§ **DIRECTIONS FOR THIS TASK**
Copy out each line of the data that holds the string "roads".

• • • • • • •

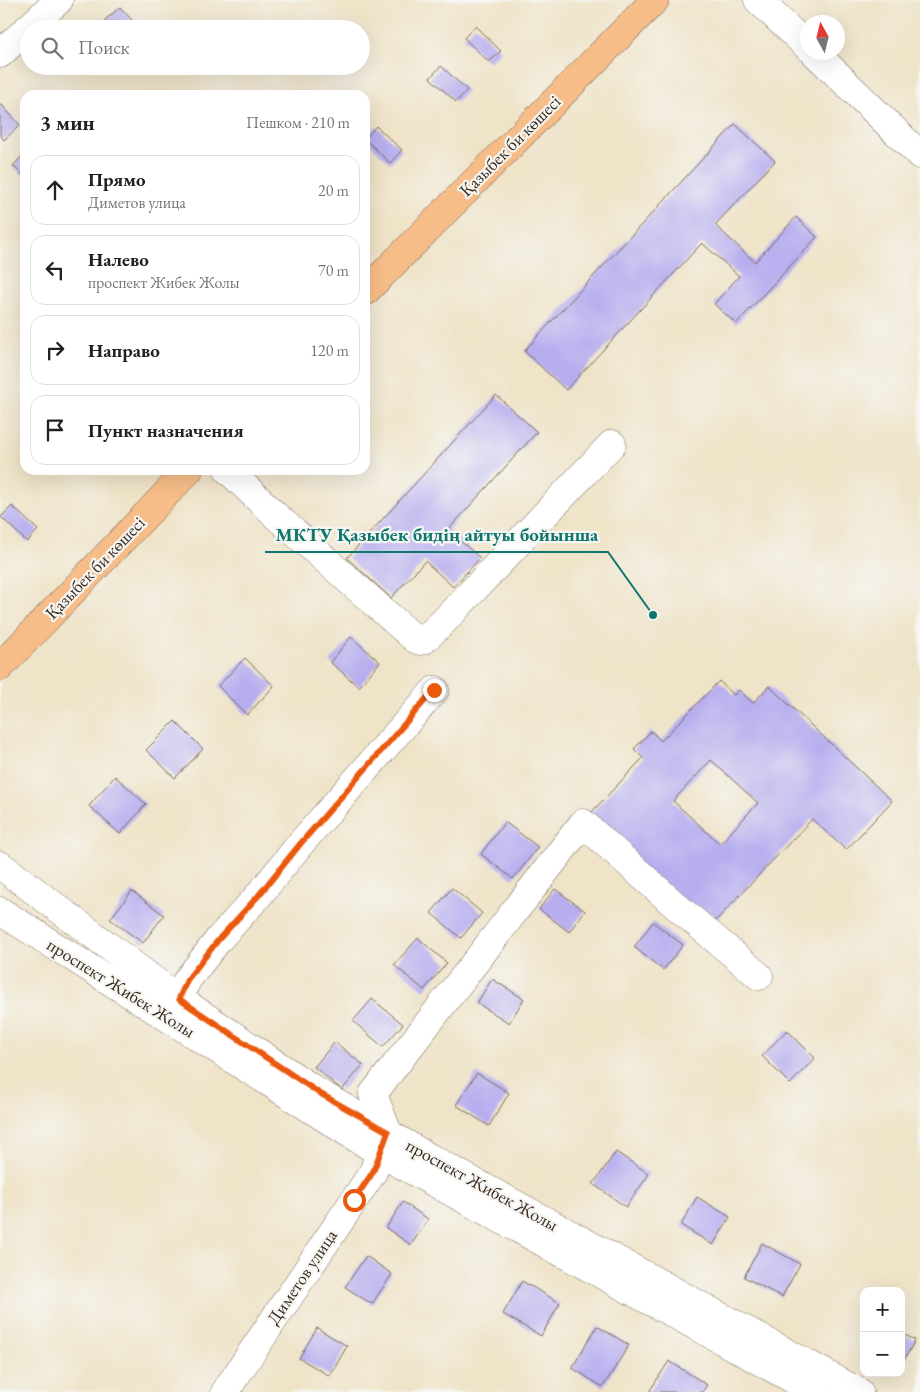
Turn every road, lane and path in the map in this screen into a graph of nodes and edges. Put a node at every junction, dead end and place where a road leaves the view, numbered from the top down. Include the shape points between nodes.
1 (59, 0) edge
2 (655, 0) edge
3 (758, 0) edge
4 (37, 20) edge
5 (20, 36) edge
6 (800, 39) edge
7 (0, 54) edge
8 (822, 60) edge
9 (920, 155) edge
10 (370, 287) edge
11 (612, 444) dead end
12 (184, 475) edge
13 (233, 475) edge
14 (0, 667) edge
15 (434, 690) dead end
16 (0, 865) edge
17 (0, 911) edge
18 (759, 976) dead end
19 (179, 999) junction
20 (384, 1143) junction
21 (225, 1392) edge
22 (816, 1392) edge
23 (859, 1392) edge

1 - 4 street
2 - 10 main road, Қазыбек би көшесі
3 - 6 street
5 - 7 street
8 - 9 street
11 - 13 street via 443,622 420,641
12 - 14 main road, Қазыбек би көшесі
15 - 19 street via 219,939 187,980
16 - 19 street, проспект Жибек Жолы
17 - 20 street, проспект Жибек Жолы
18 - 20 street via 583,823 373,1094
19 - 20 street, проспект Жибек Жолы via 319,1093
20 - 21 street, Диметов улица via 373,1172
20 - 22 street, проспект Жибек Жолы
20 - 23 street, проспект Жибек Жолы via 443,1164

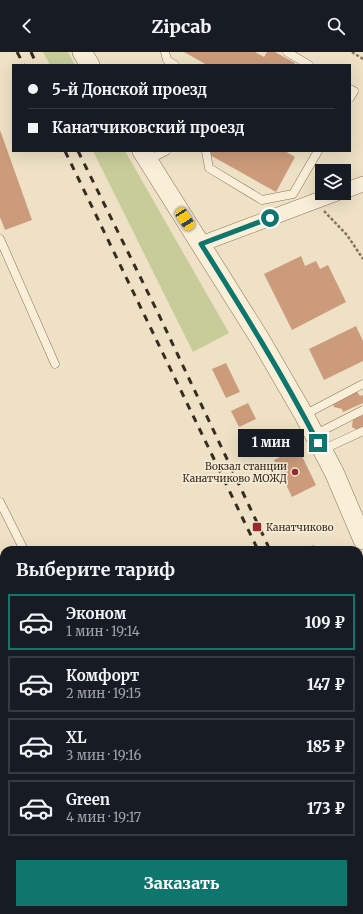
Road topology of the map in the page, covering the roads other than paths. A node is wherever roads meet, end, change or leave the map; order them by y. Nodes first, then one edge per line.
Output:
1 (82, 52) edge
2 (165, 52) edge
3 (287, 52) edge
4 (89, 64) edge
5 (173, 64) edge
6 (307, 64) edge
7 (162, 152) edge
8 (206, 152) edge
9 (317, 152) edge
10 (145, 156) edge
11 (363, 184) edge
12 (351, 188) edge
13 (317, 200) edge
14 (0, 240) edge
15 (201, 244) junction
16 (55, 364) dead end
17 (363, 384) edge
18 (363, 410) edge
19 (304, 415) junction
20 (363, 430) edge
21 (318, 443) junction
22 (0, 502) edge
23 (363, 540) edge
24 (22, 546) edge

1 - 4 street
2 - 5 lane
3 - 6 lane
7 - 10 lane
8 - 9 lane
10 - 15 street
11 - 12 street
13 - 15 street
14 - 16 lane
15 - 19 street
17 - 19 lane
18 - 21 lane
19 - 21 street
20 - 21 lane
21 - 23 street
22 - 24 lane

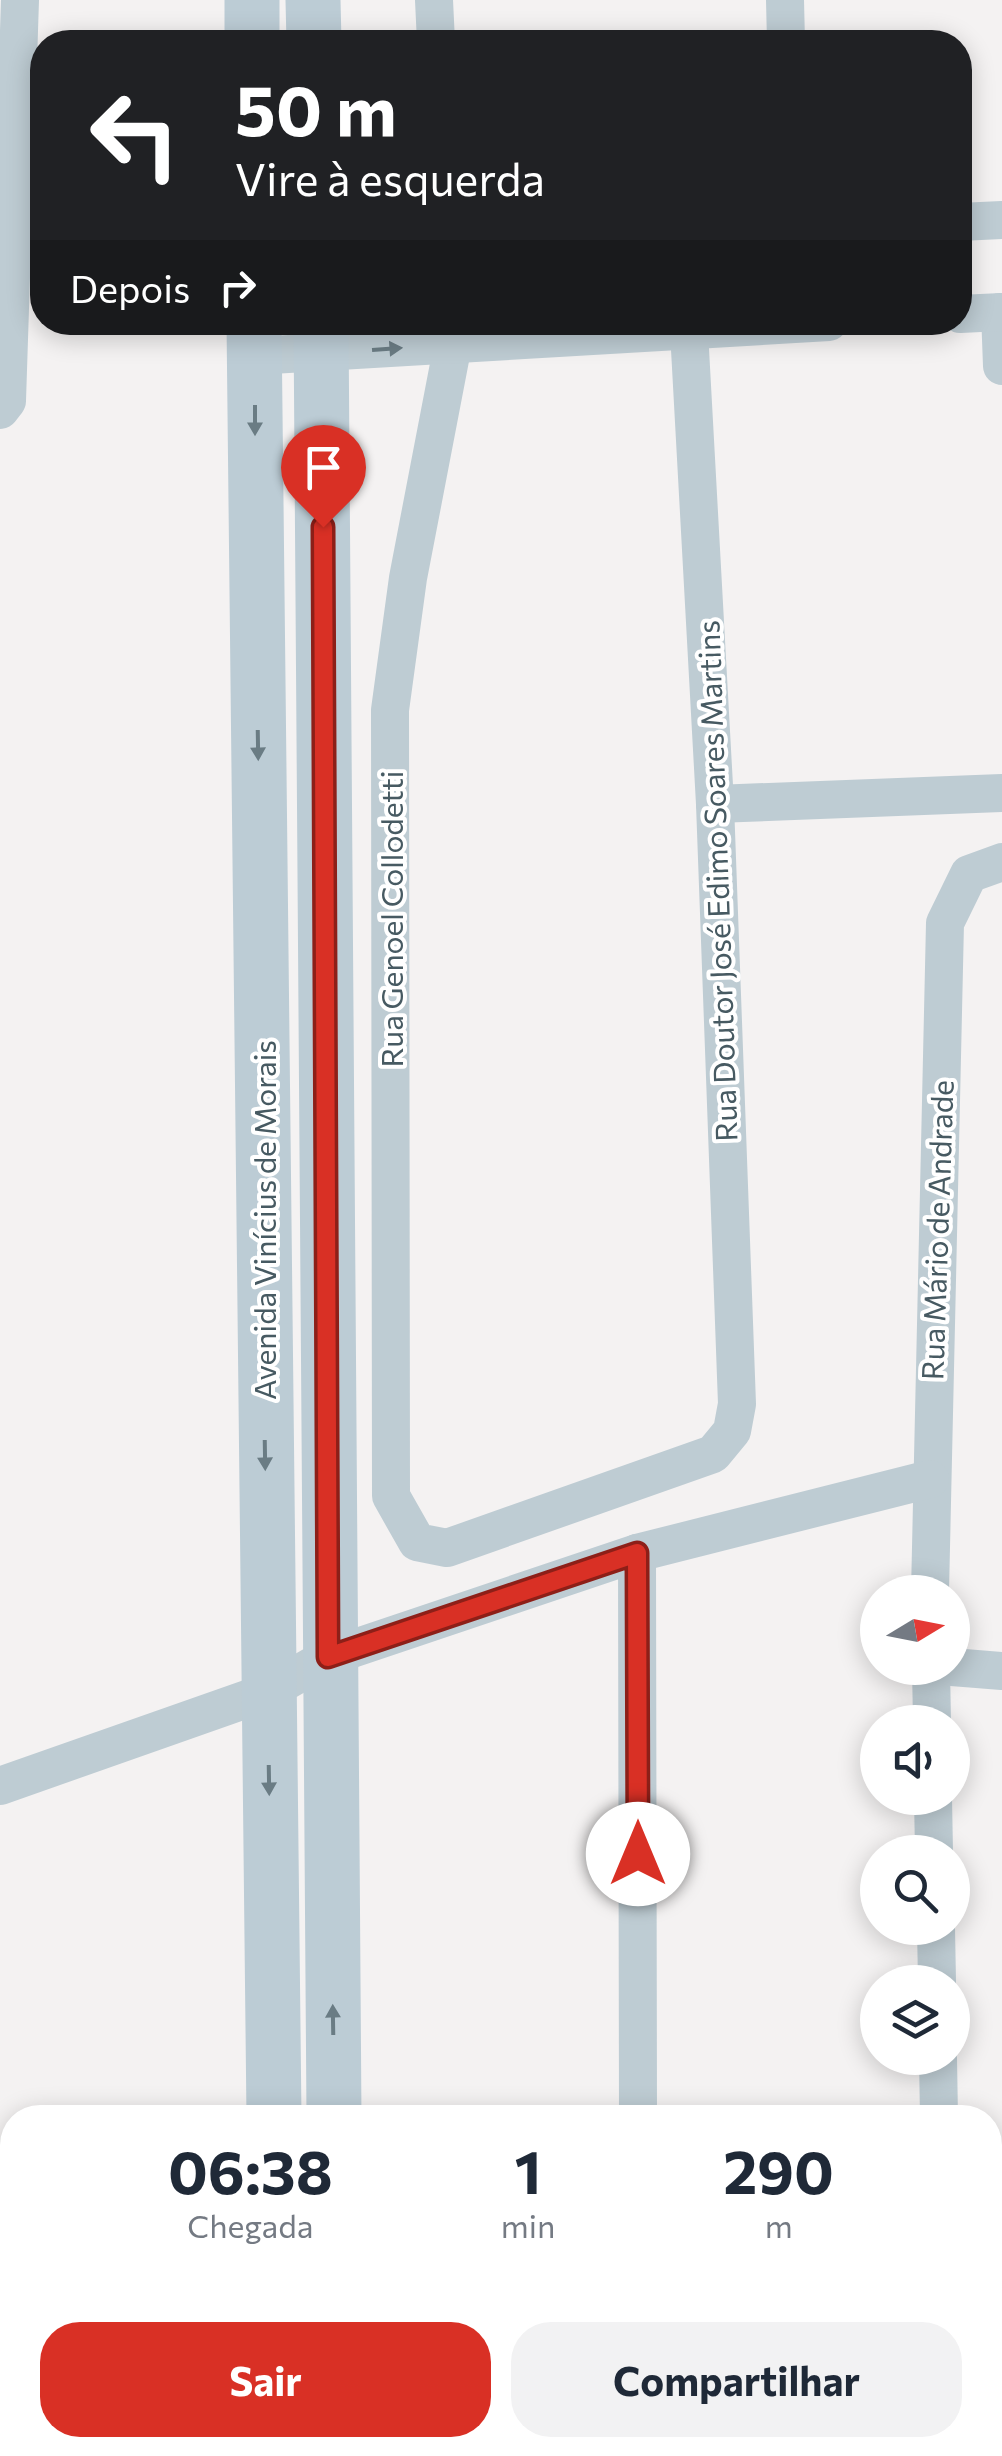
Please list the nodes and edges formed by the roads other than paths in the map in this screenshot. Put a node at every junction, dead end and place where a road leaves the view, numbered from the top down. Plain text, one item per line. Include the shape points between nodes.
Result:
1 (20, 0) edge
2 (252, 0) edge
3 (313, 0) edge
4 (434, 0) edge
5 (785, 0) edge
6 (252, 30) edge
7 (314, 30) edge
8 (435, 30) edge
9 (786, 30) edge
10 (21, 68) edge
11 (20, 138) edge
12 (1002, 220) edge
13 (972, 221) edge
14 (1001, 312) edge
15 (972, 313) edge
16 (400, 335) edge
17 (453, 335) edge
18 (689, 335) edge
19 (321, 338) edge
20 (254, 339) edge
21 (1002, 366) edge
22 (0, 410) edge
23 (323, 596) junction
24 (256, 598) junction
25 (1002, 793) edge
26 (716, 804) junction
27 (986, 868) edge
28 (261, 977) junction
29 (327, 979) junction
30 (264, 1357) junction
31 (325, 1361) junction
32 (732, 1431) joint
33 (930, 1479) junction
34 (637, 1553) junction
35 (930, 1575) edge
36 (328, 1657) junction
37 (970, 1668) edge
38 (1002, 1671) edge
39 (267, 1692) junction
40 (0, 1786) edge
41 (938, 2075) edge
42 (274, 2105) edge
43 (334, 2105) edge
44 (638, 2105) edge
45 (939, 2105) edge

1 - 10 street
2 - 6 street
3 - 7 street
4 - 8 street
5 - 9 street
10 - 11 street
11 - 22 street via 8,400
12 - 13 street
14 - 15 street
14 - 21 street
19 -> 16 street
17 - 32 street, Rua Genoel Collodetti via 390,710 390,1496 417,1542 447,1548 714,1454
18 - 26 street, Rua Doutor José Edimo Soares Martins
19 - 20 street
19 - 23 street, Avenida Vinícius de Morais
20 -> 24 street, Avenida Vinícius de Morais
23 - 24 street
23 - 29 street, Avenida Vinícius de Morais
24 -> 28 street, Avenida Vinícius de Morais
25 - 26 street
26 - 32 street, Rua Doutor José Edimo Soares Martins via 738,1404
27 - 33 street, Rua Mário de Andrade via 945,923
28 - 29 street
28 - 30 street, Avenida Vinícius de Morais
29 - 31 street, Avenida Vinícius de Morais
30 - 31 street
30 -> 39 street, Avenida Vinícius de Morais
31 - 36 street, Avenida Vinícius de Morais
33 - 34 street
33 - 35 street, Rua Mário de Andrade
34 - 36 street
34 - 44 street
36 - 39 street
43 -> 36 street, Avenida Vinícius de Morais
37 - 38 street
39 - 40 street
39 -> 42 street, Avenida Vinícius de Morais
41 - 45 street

• • • • • • •

§ **YOUR RESPONSE**
Road topology of the map in the page, covering the roads other than paths. A node is wherever roads meet, end, change or leave the map; order them by y. Nodes first, then one edge per line.
Please list the nodes and edges formed by the roads other than paths in the map in this screenshot. Put a node at every junction, dead end and place where a road leaves the view, numbered from the top down. Plain text, one item per line. Include the shape points between nodes.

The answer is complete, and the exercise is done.